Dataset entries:
== == ==
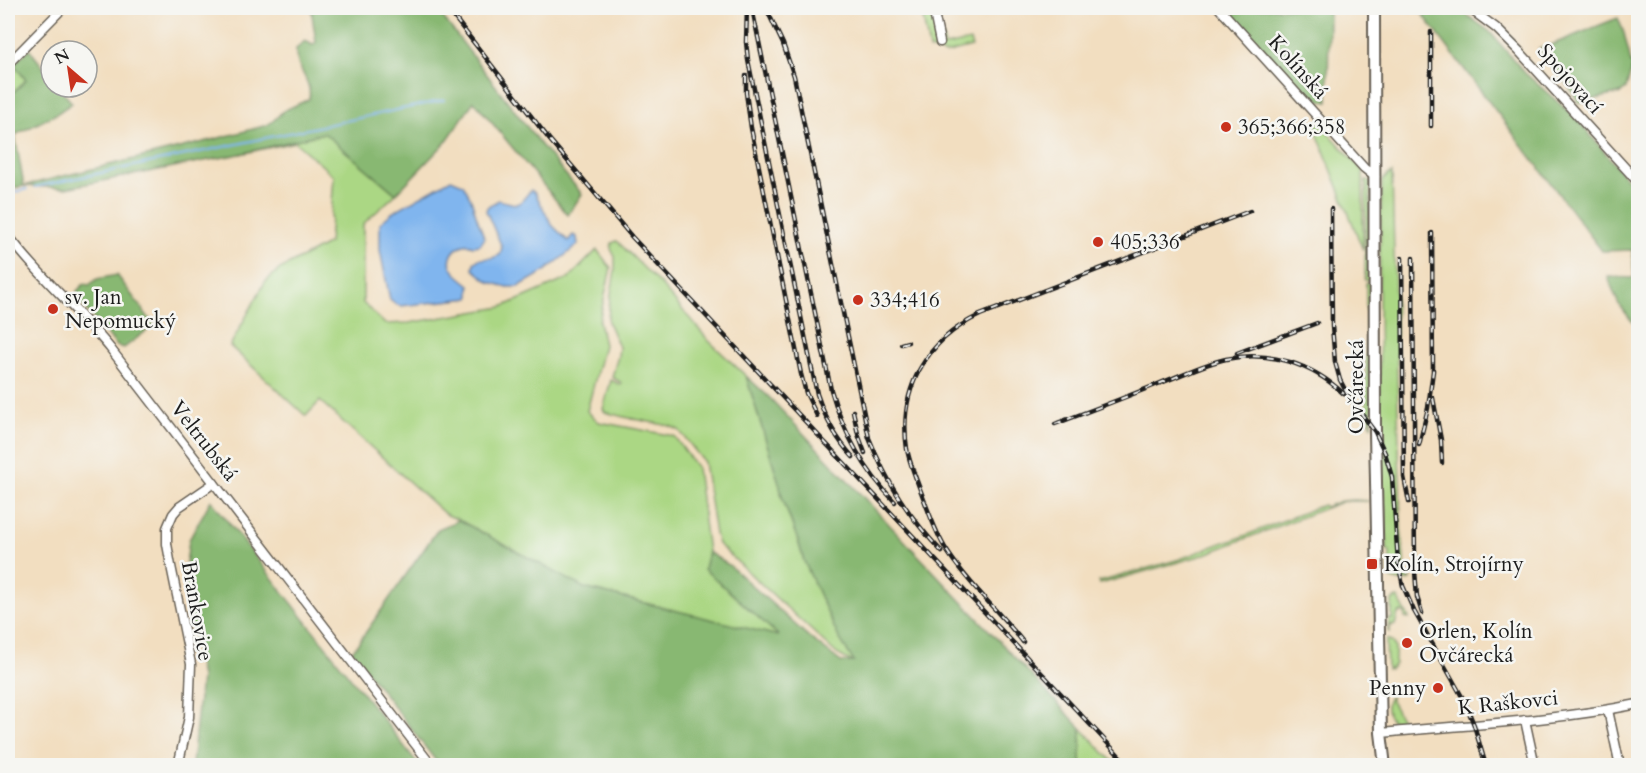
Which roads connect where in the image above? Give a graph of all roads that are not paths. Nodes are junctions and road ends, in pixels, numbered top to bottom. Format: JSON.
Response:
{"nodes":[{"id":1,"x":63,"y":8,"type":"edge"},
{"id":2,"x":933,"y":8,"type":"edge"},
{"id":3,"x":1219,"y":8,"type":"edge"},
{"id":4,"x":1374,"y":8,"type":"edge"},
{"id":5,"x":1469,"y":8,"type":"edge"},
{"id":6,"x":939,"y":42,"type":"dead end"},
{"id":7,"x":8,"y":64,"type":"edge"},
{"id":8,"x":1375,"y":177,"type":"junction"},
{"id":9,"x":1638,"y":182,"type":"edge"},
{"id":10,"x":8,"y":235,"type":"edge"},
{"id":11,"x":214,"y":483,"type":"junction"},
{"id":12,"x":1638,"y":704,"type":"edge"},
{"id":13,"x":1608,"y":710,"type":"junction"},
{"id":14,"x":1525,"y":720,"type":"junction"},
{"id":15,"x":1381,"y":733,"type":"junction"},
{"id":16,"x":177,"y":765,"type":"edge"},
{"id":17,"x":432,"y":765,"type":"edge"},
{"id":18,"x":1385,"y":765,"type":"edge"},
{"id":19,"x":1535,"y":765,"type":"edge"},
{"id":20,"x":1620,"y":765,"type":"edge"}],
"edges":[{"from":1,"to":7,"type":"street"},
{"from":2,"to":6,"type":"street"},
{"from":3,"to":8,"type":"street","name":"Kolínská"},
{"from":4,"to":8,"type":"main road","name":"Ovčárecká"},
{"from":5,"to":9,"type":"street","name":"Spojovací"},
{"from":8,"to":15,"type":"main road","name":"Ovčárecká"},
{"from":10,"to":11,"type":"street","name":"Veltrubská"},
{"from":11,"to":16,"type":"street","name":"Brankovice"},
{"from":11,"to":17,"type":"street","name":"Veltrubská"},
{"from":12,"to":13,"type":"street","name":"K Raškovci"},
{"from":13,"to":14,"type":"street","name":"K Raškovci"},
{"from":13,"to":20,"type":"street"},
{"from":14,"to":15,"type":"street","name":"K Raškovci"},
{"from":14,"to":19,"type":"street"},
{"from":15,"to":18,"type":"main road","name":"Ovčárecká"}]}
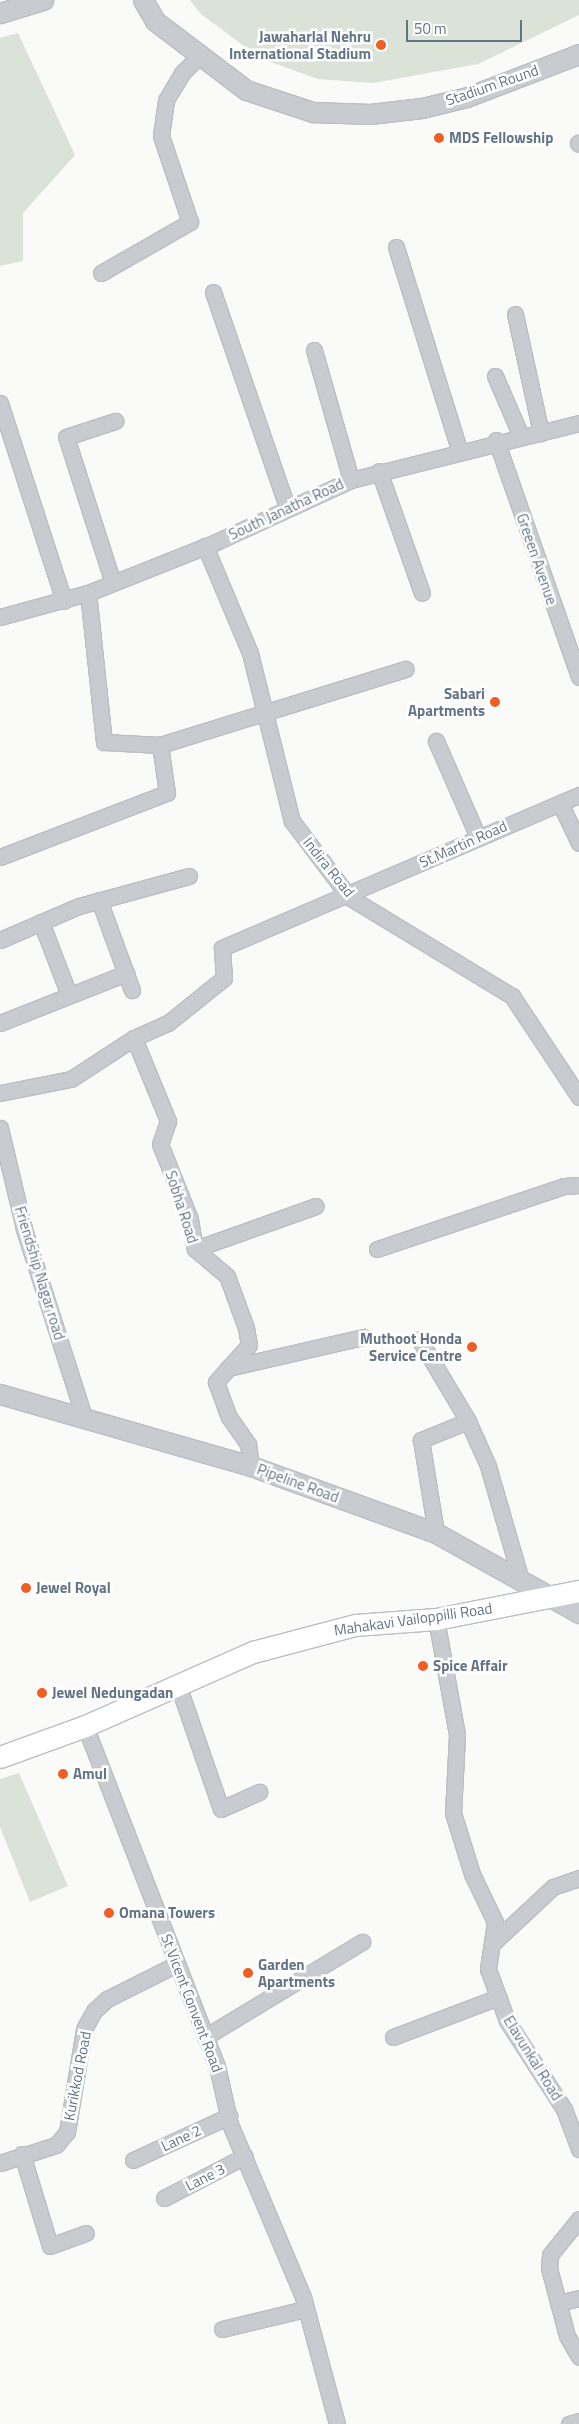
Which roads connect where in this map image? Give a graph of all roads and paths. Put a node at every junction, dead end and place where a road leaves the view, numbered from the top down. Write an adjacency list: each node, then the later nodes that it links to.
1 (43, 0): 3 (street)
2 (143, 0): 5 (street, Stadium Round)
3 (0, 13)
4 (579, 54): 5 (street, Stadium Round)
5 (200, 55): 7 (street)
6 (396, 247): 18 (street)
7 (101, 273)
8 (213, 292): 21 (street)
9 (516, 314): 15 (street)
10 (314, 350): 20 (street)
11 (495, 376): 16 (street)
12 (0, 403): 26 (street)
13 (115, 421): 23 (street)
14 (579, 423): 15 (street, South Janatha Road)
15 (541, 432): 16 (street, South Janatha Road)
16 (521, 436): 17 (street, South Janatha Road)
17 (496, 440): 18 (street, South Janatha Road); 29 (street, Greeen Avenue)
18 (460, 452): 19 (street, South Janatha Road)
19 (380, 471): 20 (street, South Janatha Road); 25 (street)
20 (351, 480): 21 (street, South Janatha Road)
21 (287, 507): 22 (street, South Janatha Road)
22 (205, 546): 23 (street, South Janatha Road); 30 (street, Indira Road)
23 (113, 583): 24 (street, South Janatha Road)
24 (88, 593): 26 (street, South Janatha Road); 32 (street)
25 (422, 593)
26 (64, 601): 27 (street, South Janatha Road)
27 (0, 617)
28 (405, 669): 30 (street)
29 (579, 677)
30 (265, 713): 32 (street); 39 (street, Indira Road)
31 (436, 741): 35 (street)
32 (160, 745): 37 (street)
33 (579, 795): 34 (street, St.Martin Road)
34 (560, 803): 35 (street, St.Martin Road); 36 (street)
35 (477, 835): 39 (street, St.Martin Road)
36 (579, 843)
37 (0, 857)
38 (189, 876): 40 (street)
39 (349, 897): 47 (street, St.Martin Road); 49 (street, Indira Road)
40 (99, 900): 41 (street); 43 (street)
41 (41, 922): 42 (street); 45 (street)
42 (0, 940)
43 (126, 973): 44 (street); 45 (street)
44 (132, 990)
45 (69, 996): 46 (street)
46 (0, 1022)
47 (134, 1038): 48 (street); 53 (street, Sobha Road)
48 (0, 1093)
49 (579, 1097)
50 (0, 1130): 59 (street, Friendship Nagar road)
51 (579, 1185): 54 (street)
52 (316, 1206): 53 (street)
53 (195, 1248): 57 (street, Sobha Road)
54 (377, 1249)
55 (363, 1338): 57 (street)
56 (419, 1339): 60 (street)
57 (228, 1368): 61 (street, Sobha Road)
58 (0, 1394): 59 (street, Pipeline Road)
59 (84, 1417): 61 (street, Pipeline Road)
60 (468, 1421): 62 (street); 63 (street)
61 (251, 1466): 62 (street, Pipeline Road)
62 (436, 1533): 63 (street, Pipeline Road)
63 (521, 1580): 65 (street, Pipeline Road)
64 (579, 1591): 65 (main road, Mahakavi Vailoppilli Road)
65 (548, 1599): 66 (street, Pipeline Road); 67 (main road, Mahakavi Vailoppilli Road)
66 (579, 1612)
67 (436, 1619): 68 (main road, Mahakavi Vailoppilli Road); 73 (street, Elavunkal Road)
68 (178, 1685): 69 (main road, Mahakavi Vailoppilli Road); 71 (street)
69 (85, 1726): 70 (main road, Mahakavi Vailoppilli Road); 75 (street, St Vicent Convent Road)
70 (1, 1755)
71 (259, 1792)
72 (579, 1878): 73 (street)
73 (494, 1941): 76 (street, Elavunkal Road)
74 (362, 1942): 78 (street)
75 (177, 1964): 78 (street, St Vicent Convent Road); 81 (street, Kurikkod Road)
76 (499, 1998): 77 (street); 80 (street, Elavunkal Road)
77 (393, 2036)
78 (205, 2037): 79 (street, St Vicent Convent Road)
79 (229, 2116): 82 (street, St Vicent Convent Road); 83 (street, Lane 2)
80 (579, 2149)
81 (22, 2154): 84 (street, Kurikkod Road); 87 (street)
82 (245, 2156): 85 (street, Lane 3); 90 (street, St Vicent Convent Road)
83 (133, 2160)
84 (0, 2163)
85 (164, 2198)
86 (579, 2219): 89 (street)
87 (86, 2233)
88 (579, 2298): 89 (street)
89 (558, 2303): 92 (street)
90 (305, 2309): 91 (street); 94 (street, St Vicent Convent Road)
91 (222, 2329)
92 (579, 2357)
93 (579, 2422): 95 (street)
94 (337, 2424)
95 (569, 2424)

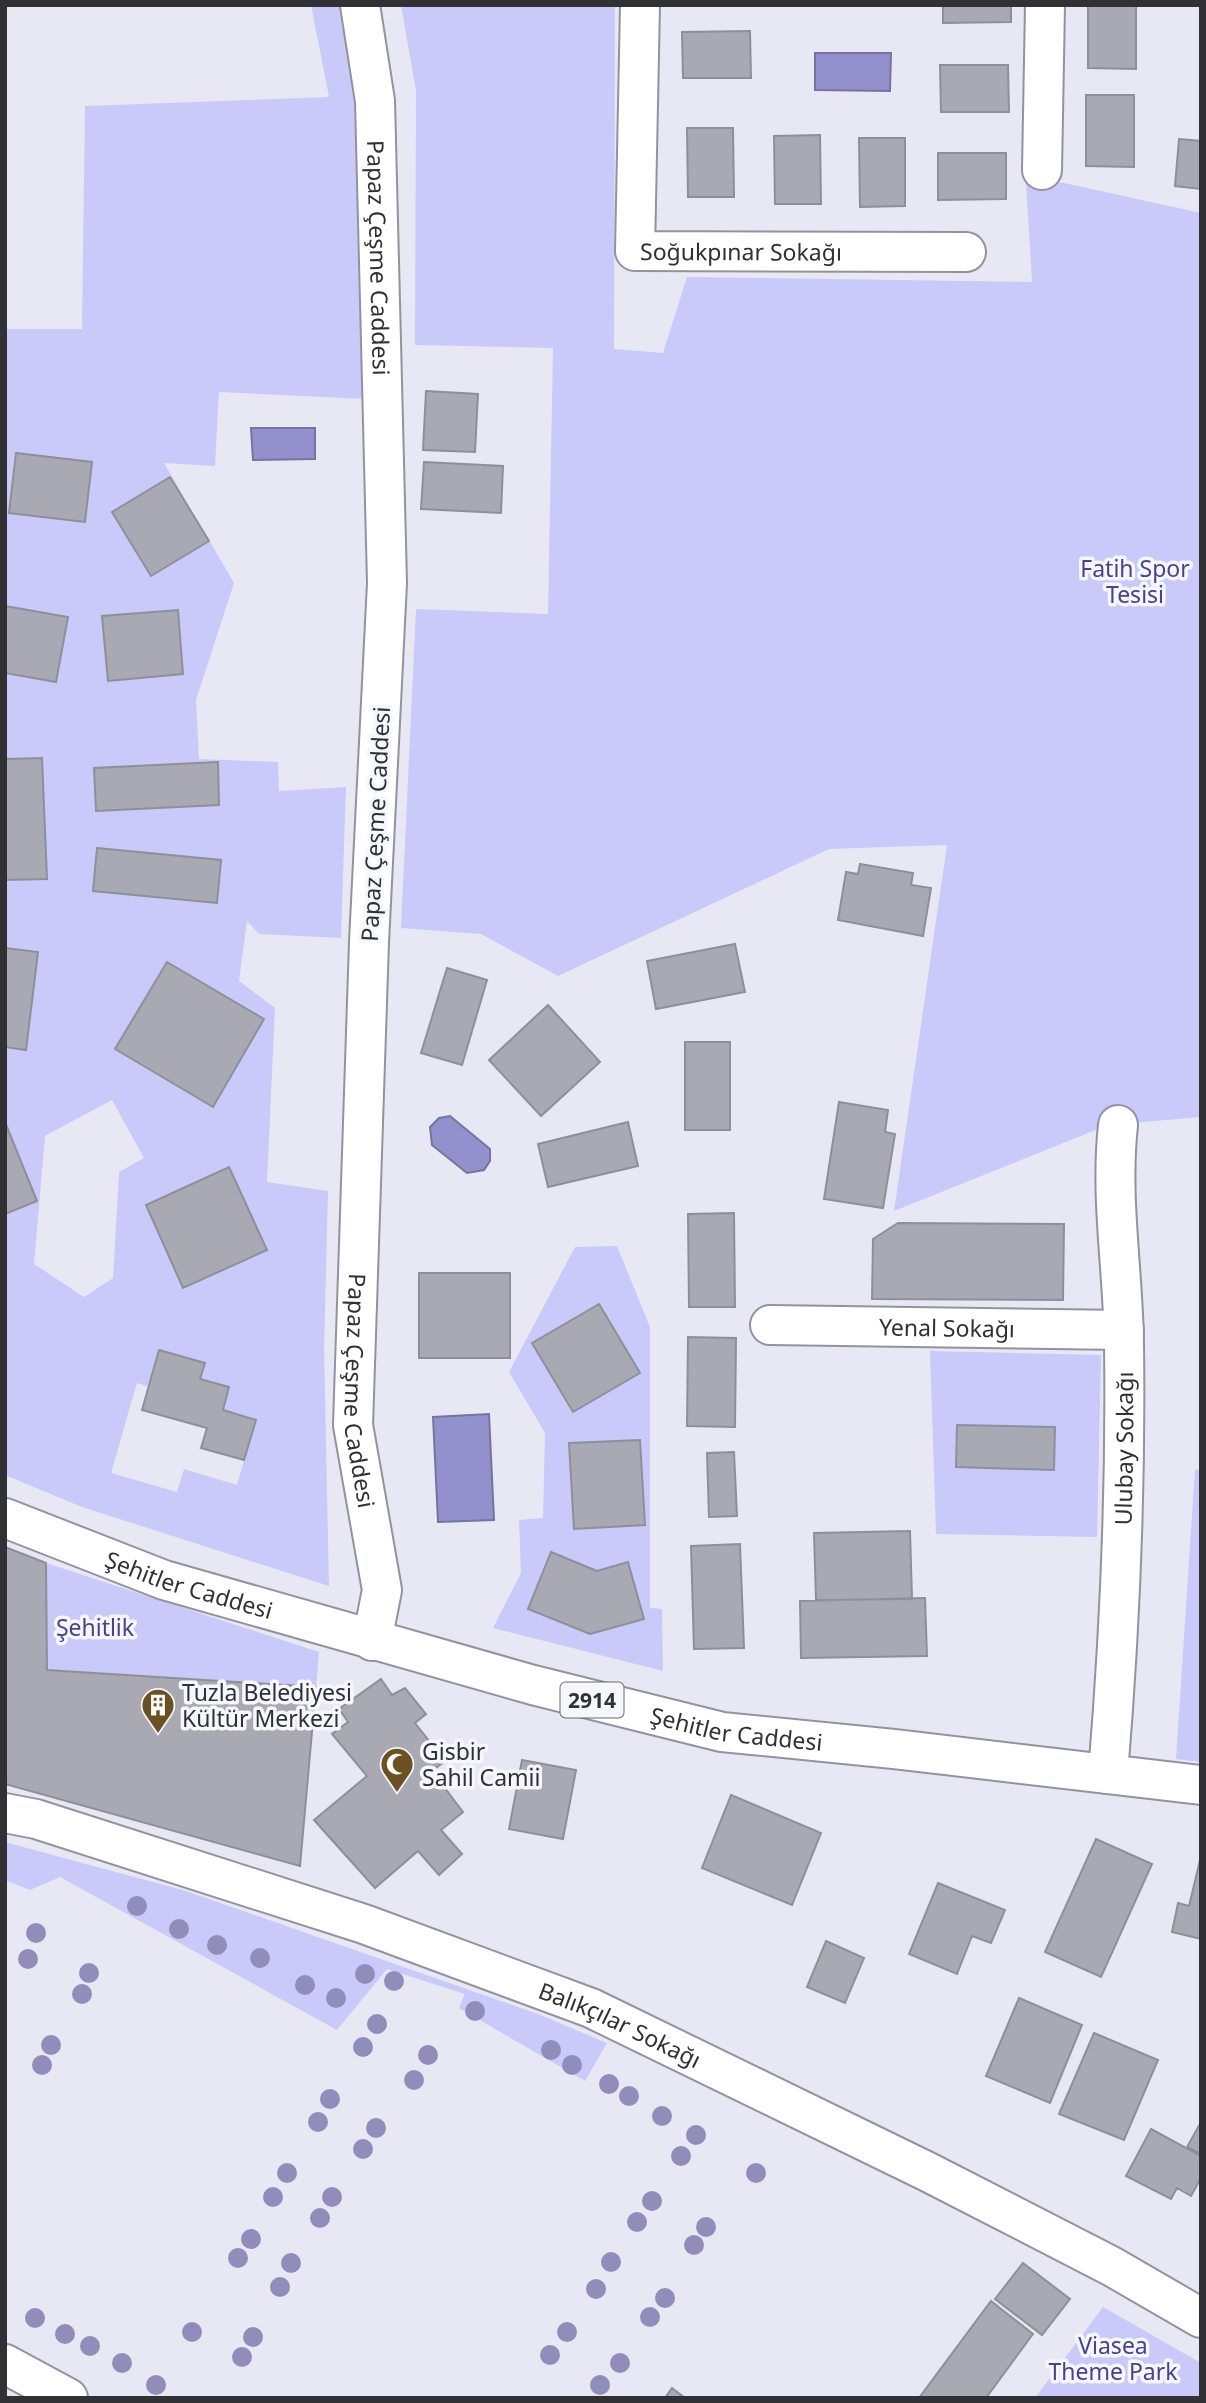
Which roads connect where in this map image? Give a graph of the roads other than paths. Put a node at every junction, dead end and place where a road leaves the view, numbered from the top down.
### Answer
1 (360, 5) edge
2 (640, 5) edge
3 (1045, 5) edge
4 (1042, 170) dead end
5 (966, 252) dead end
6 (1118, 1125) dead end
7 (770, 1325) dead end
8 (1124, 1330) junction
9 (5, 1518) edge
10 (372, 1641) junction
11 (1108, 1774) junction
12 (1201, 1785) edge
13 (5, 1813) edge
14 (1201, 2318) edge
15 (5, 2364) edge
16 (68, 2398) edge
== == ==
**WHAT IS BEING ASKED:** The answer must reproduce every line of the records above exactly, with all pictures left out.

**RESULT OF THE EXERCISE:**
Which roads connect where in the image above? Give a graph of all roads that are not paths. Nodes are junctions and road ends, in pixels, numbered top to bottom. Format: JSON.
Response:
{"nodes":[{"id":1,"x":63,"y":8,"type":"edge"},
{"id":2,"x":933,"y":8,"type":"edge"},
{"id":3,"x":1219,"y":8,"type":"edge"},
{"id":4,"x":1374,"y":8,"type":"edge"},
{"id":5,"x":1469,"y":8,"type":"edge"},
{"id":6,"x":939,"y":42,"type":"dead end"},
{"id":7,"x":8,"y":64,"type":"edge"},
{"id":8,"x":1375,"y":177,"type":"junction"},
{"id":9,"x":1638,"y":182,"type":"edge"},
{"id":10,"x":8,"y":235,"type":"edge"},
{"id":11,"x":214,"y":483,"type":"junction"},
{"id":12,"x":1638,"y":704,"type":"edge"},
{"id":13,"x":1608,"y":710,"type":"junction"},
{"id":14,"x":1525,"y":720,"type":"junction"},
{"id":15,"x":1381,"y":733,"type":"junction"},
{"id":16,"x":177,"y":765,"type":"edge"},
{"id":17,"x":432,"y":765,"type":"edge"},
{"id":18,"x":1385,"y":765,"type":"edge"},
{"id":19,"x":1535,"y":765,"type":"edge"},
{"id":20,"x":1620,"y":765,"type":"edge"}],
"edges":[{"from":1,"to":7,"type":"street"},
{"from":2,"to":6,"type":"street"},
{"from":3,"to":8,"type":"street","name":"Kolínská"},
{"from":4,"to":8,"type":"main road","name":"Ovčárecká"},
{"from":5,"to":9,"type":"street","name":"Spojovací"},
{"from":8,"to":15,"type":"main road","name":"Ovčárecká"},
{"from":10,"to":11,"type":"street","name":"Veltrubská"},
{"from":11,"to":16,"type":"street","name":"Brankovice"},
{"from":11,"to":17,"type":"street","name":"Veltrubská"},
{"from":12,"to":13,"type":"street","name":"K Raškovci"},
{"from":13,"to":14,"type":"street","name":"K Raškovci"},
{"from":13,"to":20,"type":"street"},
{"from":14,"to":15,"type":"street","name":"K Raškovci"},
{"from":14,"to":19,"type":"street"},
{"from":15,"to":18,"type":"main road","name":"Ovčárecká"}]}
Which roads connect where in this map image? Give a graph of all roads and paths. Put a node at every junction, dead end and place where a road leaves the view, numbered from the top down. Write an adjacency list: each node, then the later nodes that it links to.
1 (43, 0): 3 (street)
2 (143, 0): 5 (street, Stadium Round)
3 (0, 13)
4 (579, 54): 5 (street, Stadium Round)
5 (200, 55): 7 (street)
6 (396, 247): 18 (street)
7 (101, 273)
8 (213, 292): 21 (street)
9 (516, 314): 15 (street)
10 (314, 350): 20 (street)
11 (495, 376): 16 (street)
12 (0, 403): 26 (street)
13 (115, 421): 23 (street)
14 (579, 423): 15 (street, South Janatha Road)
15 (541, 432): 16 (street, South Janatha Road)
16 (521, 436): 17 (street, South Janatha Road)
17 (496, 440): 18 (street, South Janatha Road); 29 (street, Greeen Avenue)
18 (460, 452): 19 (street, South Janatha Road)
19 (380, 471): 20 (street, South Janatha Road); 25 (street)
20 (351, 480): 21 (street, South Janatha Road)
21 (287, 507): 22 (street, South Janatha Road)
22 (205, 546): 23 (street, South Janatha Road); 30 (street, Indira Road)
23 (113, 583): 24 (street, South Janatha Road)
24 (88, 593): 26 (street, South Janatha Road); 32 (street)
25 (422, 593)
26 (64, 601): 27 (street, South Janatha Road)
27 (0, 617)
28 (405, 669): 30 (street)
29 (579, 677)
30 (265, 713): 32 (street); 39 (street, Indira Road)
31 (436, 741): 35 (street)
32 (160, 745): 37 (street)
33 (579, 795): 34 (street, St.Martin Road)
34 (560, 803): 35 (street, St.Martin Road); 36 (street)
35 (477, 835): 39 (street, St.Martin Road)
36 (579, 843)
37 (0, 857)
38 (189, 876): 40 (street)
39 (349, 897): 47 (street, St.Martin Road); 49 (street, Indira Road)
40 (99, 900): 41 (street); 43 (street)
41 (41, 922): 42 (street); 45 (street)
42 (0, 940)
43 (126, 973): 44 (street); 45 (street)
44 (132, 990)
45 (69, 996): 46 (street)
46 (0, 1022)
47 (134, 1038): 48 (street); 53 (street, Sobha Road)
48 (0, 1093)
49 (579, 1097)
50 (0, 1130): 59 (street, Friendship Nagar road)
51 (579, 1185): 54 (street)
52 (316, 1206): 53 (street)
53 (195, 1248): 57 (street, Sobha Road)
54 (377, 1249)
55 (363, 1338): 57 (street)
56 (419, 1339): 60 (street)
57 (228, 1368): 61 (street, Sobha Road)
58 (0, 1394): 59 (street, Pipeline Road)
59 (84, 1417): 61 (street, Pipeline Road)
60 (468, 1421): 62 (street); 63 (street)
61 (251, 1466): 62 (street, Pipeline Road)
62 (436, 1533): 63 (street, Pipeline Road)
63 (521, 1580): 65 (street, Pipeline Road)
64 (579, 1591): 65 (main road, Mahakavi Vailoppilli Road)
65 (548, 1599): 66 (street, Pipeline Road); 67 (main road, Mahakavi Vailoppilli Road)
66 (579, 1612)
67 (436, 1619): 68 (main road, Mahakavi Vailoppilli Road); 73 (street, Elavunkal Road)
68 (178, 1685): 69 (main road, Mahakavi Vailoppilli Road); 71 (street)
69 (85, 1726): 70 (main road, Mahakavi Vailoppilli Road); 75 (street, St Vicent Convent Road)
70 (1, 1755)
71 (259, 1792)
72 (579, 1878): 73 (street)
73 (494, 1941): 76 (street, Elavunkal Road)
74 (362, 1942): 78 (street)
75 (177, 1964): 78 (street, St Vicent Convent Road); 81 (street, Kurikkod Road)
76 (499, 1998): 77 (street); 80 (street, Elavunkal Road)
77 (393, 2036)
78 (205, 2037): 79 (street, St Vicent Convent Road)
79 (229, 2116): 82 (street, St Vicent Convent Road); 83 (street, Lane 2)
80 (579, 2149)
81 (22, 2154): 84 (street, Kurikkod Road); 87 (street)
82 (245, 2156): 85 (street, Lane 3); 90 (street, St Vicent Convent Road)
83 (133, 2160)
84 (0, 2163)
85 (164, 2198)
86 (579, 2219): 89 (street)
87 (86, 2233)
88 (579, 2298): 89 (street)
89 (558, 2303): 92 (street)
90 (305, 2309): 91 (street); 94 (street, St Vicent Convent Road)
91 (222, 2329)
92 (579, 2357)
93 (579, 2422): 95 (street)
94 (337, 2424)
95 (569, 2424)

Which roads connect where in this map image? Give a graph of the roads other than paths. Put a node at every junction, dead end and place where a road leaves the view, numbered from the top down.
### Answer
1 (360, 5) edge
2 (640, 5) edge
3 (1045, 5) edge
4 (1042, 170) dead end
5 (966, 252) dead end
6 (1118, 1125) dead end
7 (770, 1325) dead end
8 (1124, 1330) junction
9 (5, 1518) edge
10 (372, 1641) junction
11 (1108, 1774) junction
12 (1201, 1785) edge
13 (5, 1813) edge
14 (1201, 2318) edge
15 (5, 2364) edge
16 (68, 2398) edge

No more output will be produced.